▸ **Exercise objective**
Filter the entries down to the lines holding "Write", then copy those lines.

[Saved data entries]
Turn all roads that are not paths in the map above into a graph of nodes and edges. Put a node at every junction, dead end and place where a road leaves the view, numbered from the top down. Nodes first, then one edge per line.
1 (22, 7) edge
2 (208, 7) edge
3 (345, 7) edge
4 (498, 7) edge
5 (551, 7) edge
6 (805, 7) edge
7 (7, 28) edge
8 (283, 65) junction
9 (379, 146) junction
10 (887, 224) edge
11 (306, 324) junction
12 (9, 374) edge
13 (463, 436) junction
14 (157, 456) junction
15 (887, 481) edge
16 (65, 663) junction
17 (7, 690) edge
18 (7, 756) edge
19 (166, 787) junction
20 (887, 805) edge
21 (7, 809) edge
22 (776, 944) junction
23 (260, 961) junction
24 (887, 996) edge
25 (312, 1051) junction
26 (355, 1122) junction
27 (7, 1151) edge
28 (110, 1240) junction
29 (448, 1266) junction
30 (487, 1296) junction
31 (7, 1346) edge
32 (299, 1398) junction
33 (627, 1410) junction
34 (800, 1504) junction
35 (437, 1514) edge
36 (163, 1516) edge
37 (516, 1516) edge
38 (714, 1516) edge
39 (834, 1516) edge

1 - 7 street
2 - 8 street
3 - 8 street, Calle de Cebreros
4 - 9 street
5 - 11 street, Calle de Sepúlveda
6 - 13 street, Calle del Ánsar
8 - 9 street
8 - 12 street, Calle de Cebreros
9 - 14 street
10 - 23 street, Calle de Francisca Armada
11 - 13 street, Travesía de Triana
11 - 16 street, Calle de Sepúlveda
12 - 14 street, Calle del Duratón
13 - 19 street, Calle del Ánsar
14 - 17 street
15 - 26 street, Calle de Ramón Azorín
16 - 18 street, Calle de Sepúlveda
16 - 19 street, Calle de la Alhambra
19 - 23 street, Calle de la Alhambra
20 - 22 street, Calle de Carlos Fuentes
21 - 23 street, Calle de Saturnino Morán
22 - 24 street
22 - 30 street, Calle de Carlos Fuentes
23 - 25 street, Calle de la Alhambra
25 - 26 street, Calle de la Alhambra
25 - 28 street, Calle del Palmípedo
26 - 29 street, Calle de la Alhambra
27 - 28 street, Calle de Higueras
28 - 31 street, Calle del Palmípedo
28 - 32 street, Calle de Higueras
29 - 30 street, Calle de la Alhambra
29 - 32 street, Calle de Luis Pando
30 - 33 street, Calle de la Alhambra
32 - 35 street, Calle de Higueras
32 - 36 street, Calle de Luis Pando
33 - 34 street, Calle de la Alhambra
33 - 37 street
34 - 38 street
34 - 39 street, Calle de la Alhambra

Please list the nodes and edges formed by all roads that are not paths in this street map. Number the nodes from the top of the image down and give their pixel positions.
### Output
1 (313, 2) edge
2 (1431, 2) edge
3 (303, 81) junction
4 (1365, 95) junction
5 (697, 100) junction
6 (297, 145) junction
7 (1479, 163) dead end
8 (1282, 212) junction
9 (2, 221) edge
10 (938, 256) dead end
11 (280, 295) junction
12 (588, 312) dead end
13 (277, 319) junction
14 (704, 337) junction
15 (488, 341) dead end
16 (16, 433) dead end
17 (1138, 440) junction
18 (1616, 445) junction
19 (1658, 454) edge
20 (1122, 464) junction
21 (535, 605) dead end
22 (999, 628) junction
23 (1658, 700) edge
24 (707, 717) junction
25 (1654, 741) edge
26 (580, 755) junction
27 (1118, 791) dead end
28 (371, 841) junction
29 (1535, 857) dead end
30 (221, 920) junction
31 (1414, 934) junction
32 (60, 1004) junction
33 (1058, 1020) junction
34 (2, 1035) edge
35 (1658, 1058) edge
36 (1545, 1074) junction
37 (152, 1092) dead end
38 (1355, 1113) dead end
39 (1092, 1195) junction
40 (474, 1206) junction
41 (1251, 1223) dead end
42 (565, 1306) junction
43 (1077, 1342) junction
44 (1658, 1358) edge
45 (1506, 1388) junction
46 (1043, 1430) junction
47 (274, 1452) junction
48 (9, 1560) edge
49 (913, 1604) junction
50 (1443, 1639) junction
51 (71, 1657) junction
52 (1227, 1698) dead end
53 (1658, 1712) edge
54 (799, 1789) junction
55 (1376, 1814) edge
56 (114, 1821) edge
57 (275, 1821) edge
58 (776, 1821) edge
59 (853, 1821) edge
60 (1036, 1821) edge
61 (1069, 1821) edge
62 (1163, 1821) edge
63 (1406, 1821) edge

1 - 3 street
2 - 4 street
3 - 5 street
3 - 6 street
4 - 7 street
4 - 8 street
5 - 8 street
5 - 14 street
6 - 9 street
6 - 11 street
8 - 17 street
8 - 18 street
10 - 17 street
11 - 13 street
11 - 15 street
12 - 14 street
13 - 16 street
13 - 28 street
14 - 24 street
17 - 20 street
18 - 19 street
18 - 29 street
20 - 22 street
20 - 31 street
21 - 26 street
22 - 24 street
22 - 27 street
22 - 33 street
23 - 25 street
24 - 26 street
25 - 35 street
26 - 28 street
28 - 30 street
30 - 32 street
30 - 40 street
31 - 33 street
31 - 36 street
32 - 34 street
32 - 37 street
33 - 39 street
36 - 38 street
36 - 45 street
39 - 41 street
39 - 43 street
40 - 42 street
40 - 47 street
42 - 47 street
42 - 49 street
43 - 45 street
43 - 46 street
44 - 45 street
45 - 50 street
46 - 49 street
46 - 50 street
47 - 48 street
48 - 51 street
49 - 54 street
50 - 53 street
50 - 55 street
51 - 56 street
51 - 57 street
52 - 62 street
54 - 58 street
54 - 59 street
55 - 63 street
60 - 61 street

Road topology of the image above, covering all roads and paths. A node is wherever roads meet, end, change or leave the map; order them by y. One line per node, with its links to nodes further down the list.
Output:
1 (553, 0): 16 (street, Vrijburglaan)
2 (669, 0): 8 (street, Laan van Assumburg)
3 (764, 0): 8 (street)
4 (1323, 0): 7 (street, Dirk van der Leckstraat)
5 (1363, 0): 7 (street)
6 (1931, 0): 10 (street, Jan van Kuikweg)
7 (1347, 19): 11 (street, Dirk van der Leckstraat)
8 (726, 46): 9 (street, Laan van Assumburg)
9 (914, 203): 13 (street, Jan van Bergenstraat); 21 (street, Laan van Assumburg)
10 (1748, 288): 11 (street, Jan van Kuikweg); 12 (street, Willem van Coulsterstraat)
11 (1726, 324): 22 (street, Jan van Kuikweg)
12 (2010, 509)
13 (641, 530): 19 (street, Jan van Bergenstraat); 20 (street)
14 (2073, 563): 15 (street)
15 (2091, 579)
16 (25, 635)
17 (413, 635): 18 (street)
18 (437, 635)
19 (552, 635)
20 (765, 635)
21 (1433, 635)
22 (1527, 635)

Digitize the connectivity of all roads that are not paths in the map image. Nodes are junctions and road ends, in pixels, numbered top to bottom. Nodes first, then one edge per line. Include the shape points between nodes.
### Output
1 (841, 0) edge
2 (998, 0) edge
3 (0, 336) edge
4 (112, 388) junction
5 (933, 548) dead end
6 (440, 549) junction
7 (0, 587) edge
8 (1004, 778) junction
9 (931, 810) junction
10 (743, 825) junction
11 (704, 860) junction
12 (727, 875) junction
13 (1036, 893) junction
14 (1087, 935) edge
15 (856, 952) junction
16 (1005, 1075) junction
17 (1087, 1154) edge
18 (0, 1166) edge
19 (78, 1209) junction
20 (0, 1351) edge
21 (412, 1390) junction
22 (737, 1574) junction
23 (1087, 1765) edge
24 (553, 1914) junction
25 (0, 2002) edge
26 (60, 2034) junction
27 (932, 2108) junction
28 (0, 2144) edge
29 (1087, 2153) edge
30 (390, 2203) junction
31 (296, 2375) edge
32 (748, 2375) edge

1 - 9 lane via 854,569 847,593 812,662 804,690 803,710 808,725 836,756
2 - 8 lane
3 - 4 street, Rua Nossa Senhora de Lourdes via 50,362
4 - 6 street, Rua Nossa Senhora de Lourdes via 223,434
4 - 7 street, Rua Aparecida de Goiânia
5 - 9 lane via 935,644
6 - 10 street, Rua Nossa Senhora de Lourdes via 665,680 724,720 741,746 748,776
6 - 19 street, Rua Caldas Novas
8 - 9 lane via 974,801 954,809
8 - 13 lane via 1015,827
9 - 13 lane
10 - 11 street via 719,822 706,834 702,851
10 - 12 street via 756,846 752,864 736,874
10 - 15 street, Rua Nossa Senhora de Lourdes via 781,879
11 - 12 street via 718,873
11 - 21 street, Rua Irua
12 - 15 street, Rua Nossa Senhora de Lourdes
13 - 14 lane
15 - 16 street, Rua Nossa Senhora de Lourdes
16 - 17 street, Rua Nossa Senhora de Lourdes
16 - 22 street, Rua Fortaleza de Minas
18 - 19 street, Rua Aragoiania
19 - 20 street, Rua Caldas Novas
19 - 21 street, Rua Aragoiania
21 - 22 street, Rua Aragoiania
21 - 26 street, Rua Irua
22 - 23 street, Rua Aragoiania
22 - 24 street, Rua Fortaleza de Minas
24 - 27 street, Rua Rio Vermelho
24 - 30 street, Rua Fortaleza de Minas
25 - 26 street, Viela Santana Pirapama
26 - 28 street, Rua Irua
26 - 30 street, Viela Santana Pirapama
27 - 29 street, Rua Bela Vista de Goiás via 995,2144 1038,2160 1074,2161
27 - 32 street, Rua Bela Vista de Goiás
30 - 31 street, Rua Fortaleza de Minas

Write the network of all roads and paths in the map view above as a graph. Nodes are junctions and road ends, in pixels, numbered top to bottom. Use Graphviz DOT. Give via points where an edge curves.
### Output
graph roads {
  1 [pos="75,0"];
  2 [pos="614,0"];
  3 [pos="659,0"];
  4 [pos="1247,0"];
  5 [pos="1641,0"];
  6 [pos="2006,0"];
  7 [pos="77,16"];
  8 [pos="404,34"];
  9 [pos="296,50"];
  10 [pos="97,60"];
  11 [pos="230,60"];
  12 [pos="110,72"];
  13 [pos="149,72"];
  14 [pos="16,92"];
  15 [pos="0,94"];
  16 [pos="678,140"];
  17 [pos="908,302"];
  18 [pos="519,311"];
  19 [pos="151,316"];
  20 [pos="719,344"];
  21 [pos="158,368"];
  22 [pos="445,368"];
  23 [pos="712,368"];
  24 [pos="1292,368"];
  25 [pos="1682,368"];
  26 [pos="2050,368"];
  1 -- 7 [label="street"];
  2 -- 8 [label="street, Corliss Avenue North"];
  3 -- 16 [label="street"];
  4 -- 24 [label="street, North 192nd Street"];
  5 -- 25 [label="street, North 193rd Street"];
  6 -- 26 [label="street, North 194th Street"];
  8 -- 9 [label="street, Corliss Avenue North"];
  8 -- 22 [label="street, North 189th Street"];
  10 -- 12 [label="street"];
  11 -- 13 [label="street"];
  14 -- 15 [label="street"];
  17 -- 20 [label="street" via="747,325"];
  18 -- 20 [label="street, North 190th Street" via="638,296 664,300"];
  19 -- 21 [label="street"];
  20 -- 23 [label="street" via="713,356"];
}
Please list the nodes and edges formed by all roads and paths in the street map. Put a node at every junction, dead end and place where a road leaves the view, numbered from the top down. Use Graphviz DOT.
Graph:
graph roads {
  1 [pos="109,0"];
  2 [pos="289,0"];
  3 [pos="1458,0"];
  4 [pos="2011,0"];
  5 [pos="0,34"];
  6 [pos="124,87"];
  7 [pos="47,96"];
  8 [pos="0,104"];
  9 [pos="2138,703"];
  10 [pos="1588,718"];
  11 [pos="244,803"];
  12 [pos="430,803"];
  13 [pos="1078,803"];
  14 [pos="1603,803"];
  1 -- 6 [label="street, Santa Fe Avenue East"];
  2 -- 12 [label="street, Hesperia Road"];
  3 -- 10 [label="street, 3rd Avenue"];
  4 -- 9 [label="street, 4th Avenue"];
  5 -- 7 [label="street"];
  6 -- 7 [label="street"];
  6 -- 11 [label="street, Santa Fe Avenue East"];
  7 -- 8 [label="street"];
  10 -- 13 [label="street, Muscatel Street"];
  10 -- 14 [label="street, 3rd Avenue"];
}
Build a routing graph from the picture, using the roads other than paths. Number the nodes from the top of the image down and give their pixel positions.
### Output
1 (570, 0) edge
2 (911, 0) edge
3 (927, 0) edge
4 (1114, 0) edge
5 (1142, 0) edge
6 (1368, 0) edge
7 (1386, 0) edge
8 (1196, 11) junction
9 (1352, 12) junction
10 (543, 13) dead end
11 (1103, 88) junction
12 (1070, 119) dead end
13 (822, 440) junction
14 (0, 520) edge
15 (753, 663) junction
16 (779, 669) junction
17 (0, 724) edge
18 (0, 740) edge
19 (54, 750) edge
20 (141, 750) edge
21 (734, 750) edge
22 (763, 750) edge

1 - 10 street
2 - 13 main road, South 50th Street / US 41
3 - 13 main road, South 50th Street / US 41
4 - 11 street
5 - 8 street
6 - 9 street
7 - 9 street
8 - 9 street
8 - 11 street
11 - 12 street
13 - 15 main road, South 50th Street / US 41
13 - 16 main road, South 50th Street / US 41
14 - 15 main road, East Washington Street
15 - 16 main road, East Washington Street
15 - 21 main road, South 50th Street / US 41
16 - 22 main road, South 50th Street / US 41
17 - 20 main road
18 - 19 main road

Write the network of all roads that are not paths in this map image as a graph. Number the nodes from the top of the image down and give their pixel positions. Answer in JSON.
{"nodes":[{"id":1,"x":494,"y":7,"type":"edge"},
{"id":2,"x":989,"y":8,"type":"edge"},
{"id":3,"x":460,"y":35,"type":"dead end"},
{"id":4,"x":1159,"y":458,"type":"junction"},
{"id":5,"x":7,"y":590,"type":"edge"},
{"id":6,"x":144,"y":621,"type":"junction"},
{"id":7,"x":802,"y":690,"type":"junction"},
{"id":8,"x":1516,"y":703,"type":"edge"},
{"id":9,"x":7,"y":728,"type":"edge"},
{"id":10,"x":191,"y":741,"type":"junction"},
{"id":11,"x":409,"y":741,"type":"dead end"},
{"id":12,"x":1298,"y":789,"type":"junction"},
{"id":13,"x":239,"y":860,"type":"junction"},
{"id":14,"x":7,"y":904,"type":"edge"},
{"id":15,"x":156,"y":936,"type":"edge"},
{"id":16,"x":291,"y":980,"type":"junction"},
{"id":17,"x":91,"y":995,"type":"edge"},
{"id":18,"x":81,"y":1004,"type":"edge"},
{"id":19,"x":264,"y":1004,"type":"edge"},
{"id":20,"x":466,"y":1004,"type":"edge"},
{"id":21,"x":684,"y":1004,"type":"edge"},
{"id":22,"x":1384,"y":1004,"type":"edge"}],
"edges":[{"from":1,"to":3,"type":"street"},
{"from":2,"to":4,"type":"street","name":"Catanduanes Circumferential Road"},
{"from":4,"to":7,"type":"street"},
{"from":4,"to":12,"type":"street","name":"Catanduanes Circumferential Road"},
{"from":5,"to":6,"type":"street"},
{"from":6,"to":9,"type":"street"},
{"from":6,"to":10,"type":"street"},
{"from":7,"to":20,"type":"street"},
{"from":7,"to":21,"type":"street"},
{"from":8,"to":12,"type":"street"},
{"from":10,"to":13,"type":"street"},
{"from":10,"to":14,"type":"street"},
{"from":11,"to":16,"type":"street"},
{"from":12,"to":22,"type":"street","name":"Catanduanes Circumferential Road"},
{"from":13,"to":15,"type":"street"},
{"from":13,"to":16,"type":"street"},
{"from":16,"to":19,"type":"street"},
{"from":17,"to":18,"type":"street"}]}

▸ **Expected answer**
Write the network of all roads and paths in the map view above as a graph. Nodes are junctions and road ends, in pixels, numbered top to bottom. Use Graphviz DOT. Give via points where an edge curves.
Write the network of all roads that are not paths in this map image as a graph. Number the nodes from the top of the image down and give their pixel positions. Answer in JSON.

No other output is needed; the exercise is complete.